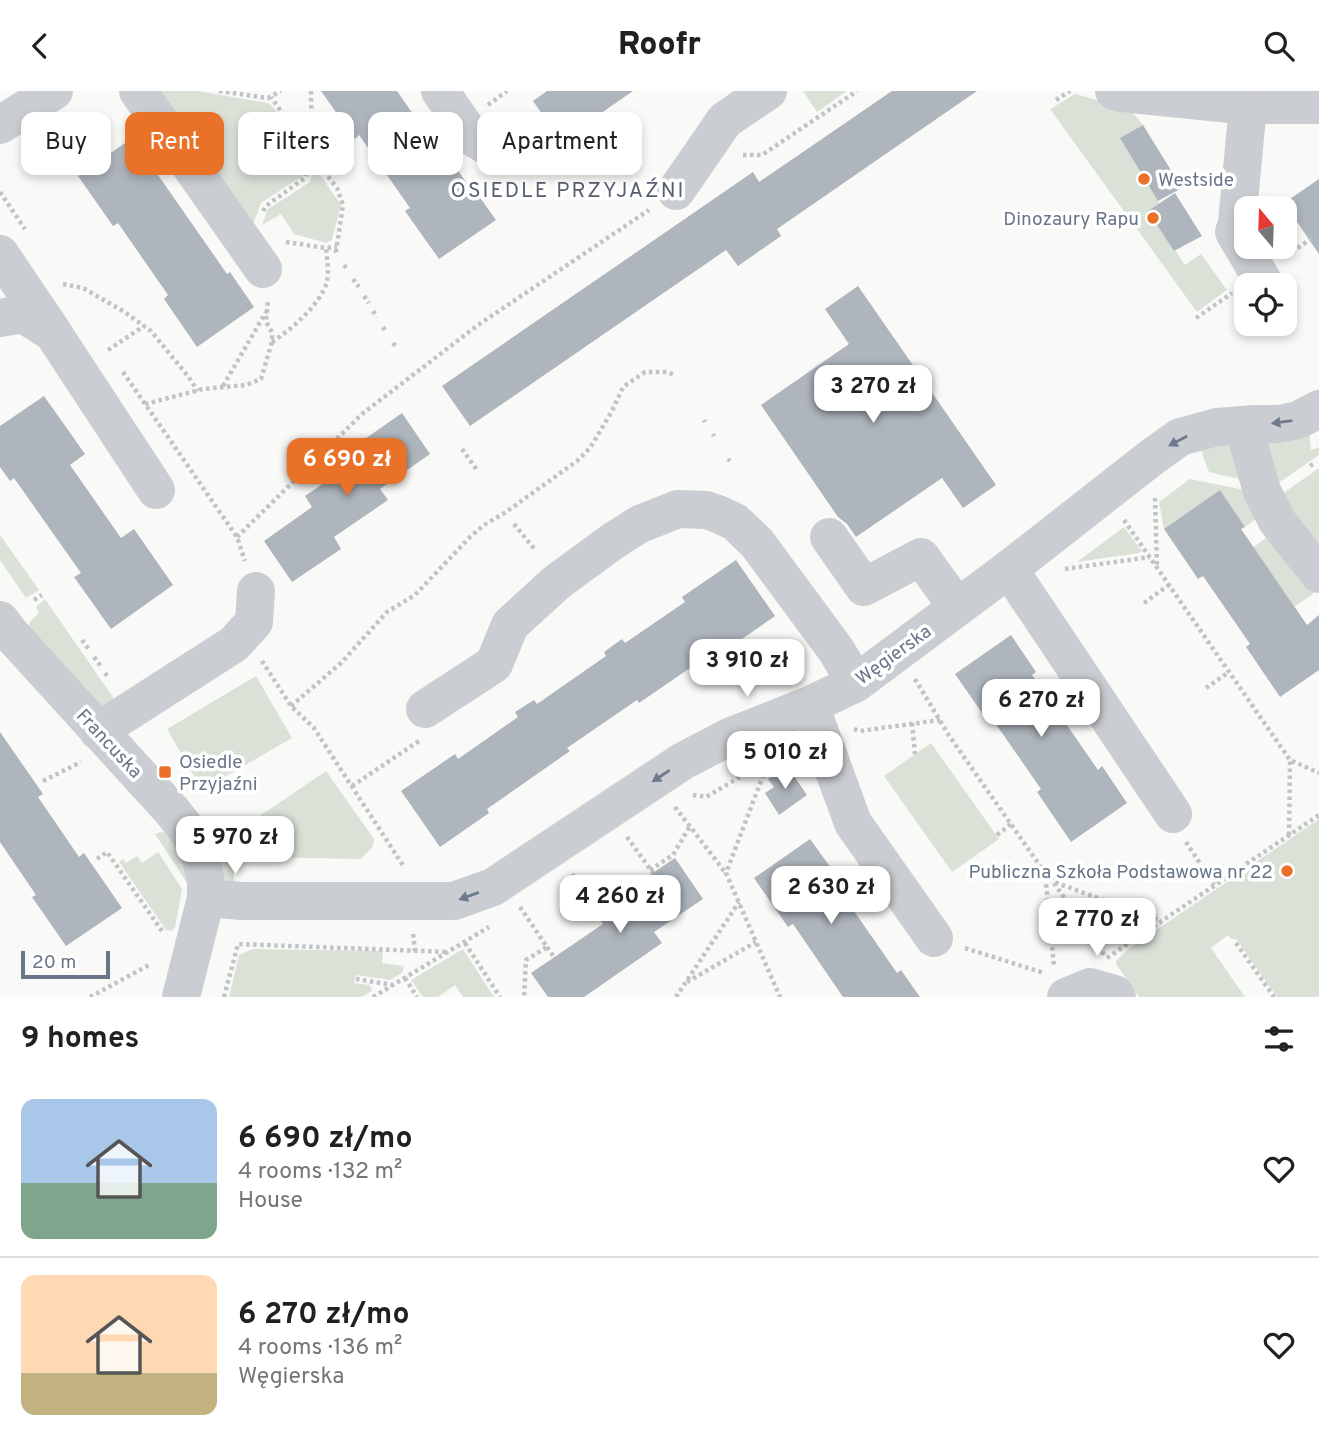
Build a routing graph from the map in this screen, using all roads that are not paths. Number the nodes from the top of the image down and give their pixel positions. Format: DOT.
graph roads {
  1 [pos="54,91"];
  2 [pos="138,91"];
  3 [pos="440,91"];
  4 [pos="768,91"];
  5 [pos="1114,91"];
  6 [pos="1248,105"];
  7 [pos="1319,105"];
  8 [pos="0,125"];
  9 [pos="477,140"];
  10 [pos="676,191"];
  11 [pos="253,251"];
  12 [pos="0,254"];
  13 [pos="1258,273"];
  14 [pos="0,318"];
  15 [pos="53,333"];
  16 [pos="1319,409"];
  17 [pos="1243,425"];
  18 [pos="156,490"];
  19 [pos="829,537"];
  20 [pos="1009,569"];
  21 [pos="1319,574"];
  22 [pos="256,591"];
  23 [pos="957,607"];
  24 [pos="0,621"];
  25 [pos="858,701"];
  26 [pos="425,709"];
  27 [pos="815,720"];
  28 [pos="89,746"];
  29 [pos="1173,814"];
  30 [pos="206,898"];
  31 [pos="934,938"];
  32 [pos="181,997"];
  33 [pos="1066,997"];
  34 [pos="1117,997"];
  1 -- 8 [label="street"];
  2 -- 11 [label="street"];
  3 -- 9 [label="street"];
  4 -- 10 [label="street"];
  5 -- 6 [label="street"];
  6 -- 7 [label="street"];
  6 -- 13 [label="street"];
  12 -- 15 [label="street"];
  14 -- 15 [label="street"];
  15 -- 18 [label="street"];
  16 -- 17 [label="street, Węgierska, one-way"];
  17 -- 20 [label="street, Węgierska, one-way"];
  17 -- 21 [label="street"];
  19 -- 23 [label="street"];
  20 -- 23 [label="street, Węgierska"];
  20 -- 29 [label="street"];
  22 -- 28 [label="street"];
  23 -- 25 [label="street, Węgierska"];
  24 -- 28 [label="street, Francuska"];
  25 -- 26 [label="street"];
  25 -- 27 [label="street, Węgierska"];
  27 -- 30 [label="street, Węgierska, one-way"];
  27 -- 31 [label="street"];
  28 -- 30 [label="street, Francuska"];
  30 -- 32 [label="street, Francuska"];
  33 -- 34 [label="street"];
}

## Activity
For every line of the material that holds the word "Francuska", make a copy.

## Exercise answer
  24 -- 28 [label="street, Francuska"];
  28 -- 30 [label="street, Francuska"];
  30 -- 32 [label="street, Francuska"];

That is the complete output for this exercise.